TASK ITEM
Because the entries hold pictures, reproduce only their words, exactly as written.

DATA TO USE
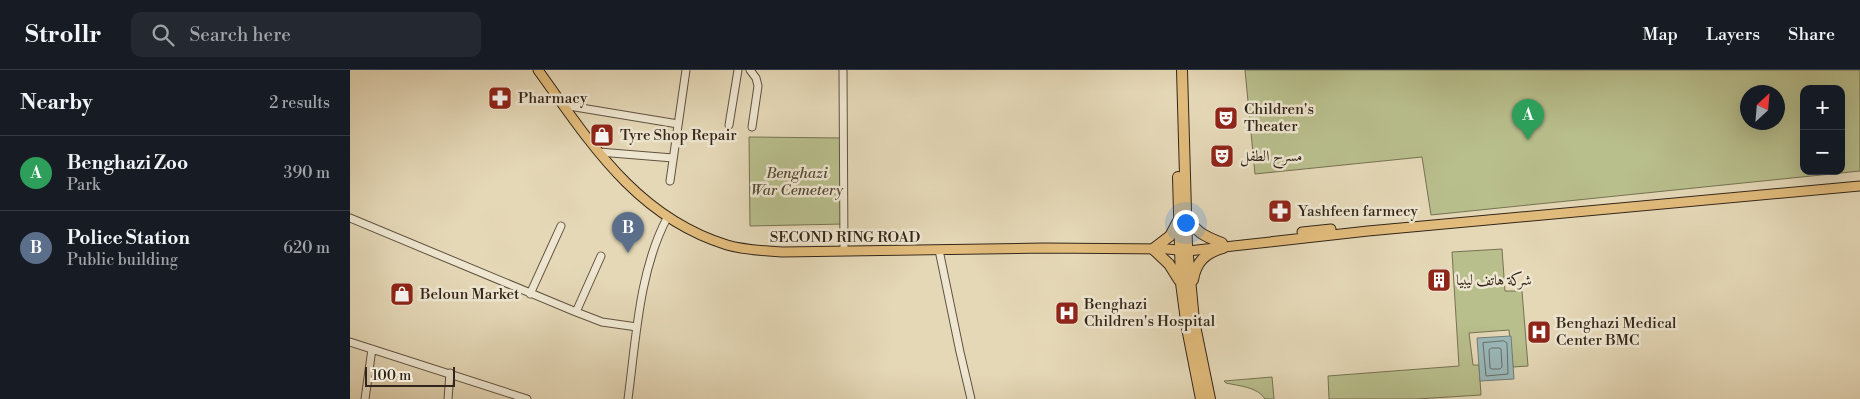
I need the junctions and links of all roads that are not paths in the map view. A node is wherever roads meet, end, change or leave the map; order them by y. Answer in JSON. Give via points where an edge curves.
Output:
{"nodes":[{"id":1,"x":538,"y":70,"type":"edge"},
{"id":2,"x":686,"y":70,"type":"edge"},
{"id":3,"x":738,"y":70,"type":"edge"},
{"id":4,"x":750,"y":70,"type":"edge"},
{"id":5,"x":843,"y":70,"type":"edge"},
{"id":6,"x":1176,"y":70,"type":"edge"},
{"id":7,"x":1182,"y":70,"type":"edge"},
{"id":8,"x":563,"y":105,"type":"junction"},
{"id":9,"x":678,"y":124,"type":"junction"},
{"id":10,"x":729,"y":125,"type":"dead end"},
{"id":11,"x":752,"y":127,"type":"dead end"},
{"id":12,"x":599,"y":152,"type":"junction"},
{"id":13,"x":673,"y":158,"type":"junction"},
{"id":14,"x":1860,"y":180,"type":"edge"},
{"id":15,"x":670,"y":181,"type":"dead end"},
{"id":16,"x":1860,"y":186,"type":"edge"},
{"id":17,"x":1182,"y":215,"type":"junction"},
{"id":18,"x":350,"y":218,"type":"edge"},
{"id":19,"x":667,"y":218,"type":"junction"},
{"id":20,"x":561,"y":226,"type":"dead end"},
{"id":21,"x":1222,"y":245,"type":"junction"},
{"id":22,"x":1153,"y":249,"type":"junction"},
{"id":23,"x":1184,"y":249,"type":"junction"},
{"id":24,"x":939,"y":250,"type":"junction"},
{"id":25,"x":844,"y":251,"type":"junction"},
{"id":26,"x":601,"y":256,"type":"dead end"},
{"id":27,"x":1180,"y":284,"type":"junction"},
{"id":28,"x":530,"y":294,"type":"junction"},
{"id":29,"x":1191,"y":294,"type":"junction"},
{"id":30,"x":576,"y":312,"type":"junction"},
{"id":31,"x":637,"y":327,"type":"junction"},
{"id":32,"x":350,"y":342,"type":"edge"},
{"id":33,"x":372,"y":349,"type":"junction"},
{"id":34,"x":450,"y":373,"type":"junction"},
{"id":35,"x":365,"y":399,"type":"edge"},
{"id":36,"x":448,"y":399,"type":"edge"},
{"id":37,"x":526,"y":399,"type":"edge"},
{"id":38,"x":628,"y":399,"type":"edge"},
{"id":39,"x":971,"y":399,"type":"edge"},
{"id":40,"x":1201,"y":399,"type":"edge"},
{"id":41,"x":1210,"y":399,"type":"edge"}],
"edges":[{"from":1,"to":8,"type":"main road","name":"SECOND RING ROAD"},
{"from":2,"to":9,"type":"street"},
{"from":3,"to":10,"type":"street"},
{"from":4,"to":11,"type":"street","via":[[758,86]]},
{"from":5,"to":25,"type":"street"},
{"from":6,"to":17,"type":"highway"},
{"from":7,"to":17,"type":"highway"},
{"from":8,"to":9,"type":"street"},
{"from":8,"to":12,"type":"main road","name":"SECOND RING ROAD"},
{"from":9,"to":13,"type":"street"},
{"from":12,"to":13,"type":"street"},
{"from":12,"to":19,"type":"main road","name":"SECOND RING ROAD","via":[[634,191]]},
{"from":13,"to":15,"type":"street"},
{"from":14,"to":21,"type":"main road","via":[[1317,230]]},
{"from":16,"to":21,"type":"main road"},
{"from":17,"to":21,"type":"highway","via":[[1202,235]]},
{"from":17,"to":22,"type":"highway","via":[[1170,236]]},
{"from":17,"to":23,"type":"highway"},
{"from":18,"to":28,"type":"street"},
{"from":19,"to":25,"type":"main road","name":"SECOND RING ROAD","via":[[704,237],[729,245],[783,252]]},
{"from":19,"to":31,"type":"street","via":[[650,255]]},
{"from":20,"to":28,"type":"street"},
{"from":21,"to":23,"type":"main road","name":"SECOND RING ROAD"},
{"from":21,"to":29,"type":"highway","via":[[1201,260],[1194,272]]},
{"from":22,"to":23,"type":"main road","name":"SECOND RING ROAD"},
{"from":22,"to":24,"type":"main road","name":"SECOND RING ROAD"},
{"from":22,"to":27,"type":"highway","via":[[1169,264]]},
{"from":23,"to":27,"type":"highway"},
{"from":23,"to":29,"type":"highway"},
{"from":24,"to":25,"type":"main road","name":"SECOND RING ROAD"},
{"from":24,"to":39,"type":"street"},
{"from":26,"to":30,"type":"street"},
{"from":27,"to":40,"type":"highway"},
{"from":28,"to":30,"type":"street"},
{"from":29,"to":41,"type":"highway"},
{"from":30,"to":31,"type":"street","via":[[602,322]]},
{"from":31,"to":38,"type":"street"},
{"from":32,"to":33,"type":"street"},
{"from":33,"to":34,"type":"street"},
{"from":33,"to":35,"type":"street"},
{"from":34,"to":36,"type":"street"},
{"from":34,"to":37,"type":"street"}]}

OUTPUT OF THE EXERCISE
I need the junctions and links of all roads that are not paths in the map view. A node is wherever roads meet, end, change or leave the map; order them by y. Answer in JSON. Give via points where an edge curves.
Output:
{"nodes":[{"id":1,"x":538,"y":70,"type":"edge"},
{"id":2,"x":686,"y":70,"type":"edge"},
{"id":3,"x":738,"y":70,"type":"edge"},
{"id":4,"x":750,"y":70,"type":"edge"},
{"id":5,"x":843,"y":70,"type":"edge"},
{"id":6,"x":1176,"y":70,"type":"edge"},
{"id":7,"x":1182,"y":70,"type":"edge"},
{"id":8,"x":563,"y":105,"type":"junction"},
{"id":9,"x":678,"y":124,"type":"junction"},
{"id":10,"x":729,"y":125,"type":"dead end"},
{"id":11,"x":752,"y":127,"type":"dead end"},
{"id":12,"x":599,"y":152,"type":"junction"},
{"id":13,"x":673,"y":158,"type":"junction"},
{"id":14,"x":1860,"y":180,"type":"edge"},
{"id":15,"x":670,"y":181,"type":"dead end"},
{"id":16,"x":1860,"y":186,"type":"edge"},
{"id":17,"x":1182,"y":215,"type":"junction"},
{"id":18,"x":350,"y":218,"type":"edge"},
{"id":19,"x":667,"y":218,"type":"junction"},
{"id":20,"x":561,"y":226,"type":"dead end"},
{"id":21,"x":1222,"y":245,"type":"junction"},
{"id":22,"x":1153,"y":249,"type":"junction"},
{"id":23,"x":1184,"y":249,"type":"junction"},
{"id":24,"x":939,"y":250,"type":"junction"},
{"id":25,"x":844,"y":251,"type":"junction"},
{"id":26,"x":601,"y":256,"type":"dead end"},
{"id":27,"x":1180,"y":284,"type":"junction"},
{"id":28,"x":530,"y":294,"type":"junction"},
{"id":29,"x":1191,"y":294,"type":"junction"},
{"id":30,"x":576,"y":312,"type":"junction"},
{"id":31,"x":637,"y":327,"type":"junction"},
{"id":32,"x":350,"y":342,"type":"edge"},
{"id":33,"x":372,"y":349,"type":"junction"},
{"id":34,"x":450,"y":373,"type":"junction"},
{"id":35,"x":365,"y":399,"type":"edge"},
{"id":36,"x":448,"y":399,"type":"edge"},
{"id":37,"x":526,"y":399,"type":"edge"},
{"id":38,"x":628,"y":399,"type":"edge"},
{"id":39,"x":971,"y":399,"type":"edge"},
{"id":40,"x":1201,"y":399,"type":"edge"},
{"id":41,"x":1210,"y":399,"type":"edge"}],
"edges":[{"from":1,"to":8,"type":"main road","name":"SECOND RING ROAD"},
{"from":2,"to":9,"type":"street"},
{"from":3,"to":10,"type":"street"},
{"from":4,"to":11,"type":"street","via":[[758,86]]},
{"from":5,"to":25,"type":"street"},
{"from":6,"to":17,"type":"highway"},
{"from":7,"to":17,"type":"highway"},
{"from":8,"to":9,"type":"street"},
{"from":8,"to":12,"type":"main road","name":"SECOND RING ROAD"},
{"from":9,"to":13,"type":"street"},
{"from":12,"to":13,"type":"street"},
{"from":12,"to":19,"type":"main road","name":"SECOND RING ROAD","via":[[634,191]]},
{"from":13,"to":15,"type":"street"},
{"from":14,"to":21,"type":"main road","via":[[1317,230]]},
{"from":16,"to":21,"type":"main road"},
{"from":17,"to":21,"type":"highway","via":[[1202,235]]},
{"from":17,"to":22,"type":"highway","via":[[1170,236]]},
{"from":17,"to":23,"type":"highway"},
{"from":18,"to":28,"type":"street"},
{"from":19,"to":25,"type":"main road","name":"SECOND RING ROAD","via":[[704,237],[729,245],[783,252]]},
{"from":19,"to":31,"type":"street","via":[[650,255]]},
{"from":20,"to":28,"type":"street"},
{"from":21,"to":23,"type":"main road","name":"SECOND RING ROAD"},
{"from":21,"to":29,"type":"highway","via":[[1201,260],[1194,272]]},
{"from":22,"to":23,"type":"main road","name":"SECOND RING ROAD"},
{"from":22,"to":24,"type":"main road","name":"SECOND RING ROAD"},
{"from":22,"to":27,"type":"highway","via":[[1169,264]]},
{"from":23,"to":27,"type":"highway"},
{"from":23,"to":29,"type":"highway"},
{"from":24,"to":25,"type":"main road","name":"SECOND RING ROAD"},
{"from":24,"to":39,"type":"street"},
{"from":26,"to":30,"type":"street"},
{"from":27,"to":40,"type":"highway"},
{"from":28,"to":30,"type":"street"},
{"from":29,"to":41,"type":"highway"},
{"from":30,"to":31,"type":"street","via":[[602,322]]},
{"from":31,"to":38,"type":"street"},
{"from":32,"to":33,"type":"street"},
{"from":33,"to":34,"type":"street"},
{"from":33,"to":35,"type":"street"},
{"from":34,"to":36,"type":"street"},
{"from":34,"to":37,"type":"street"}]}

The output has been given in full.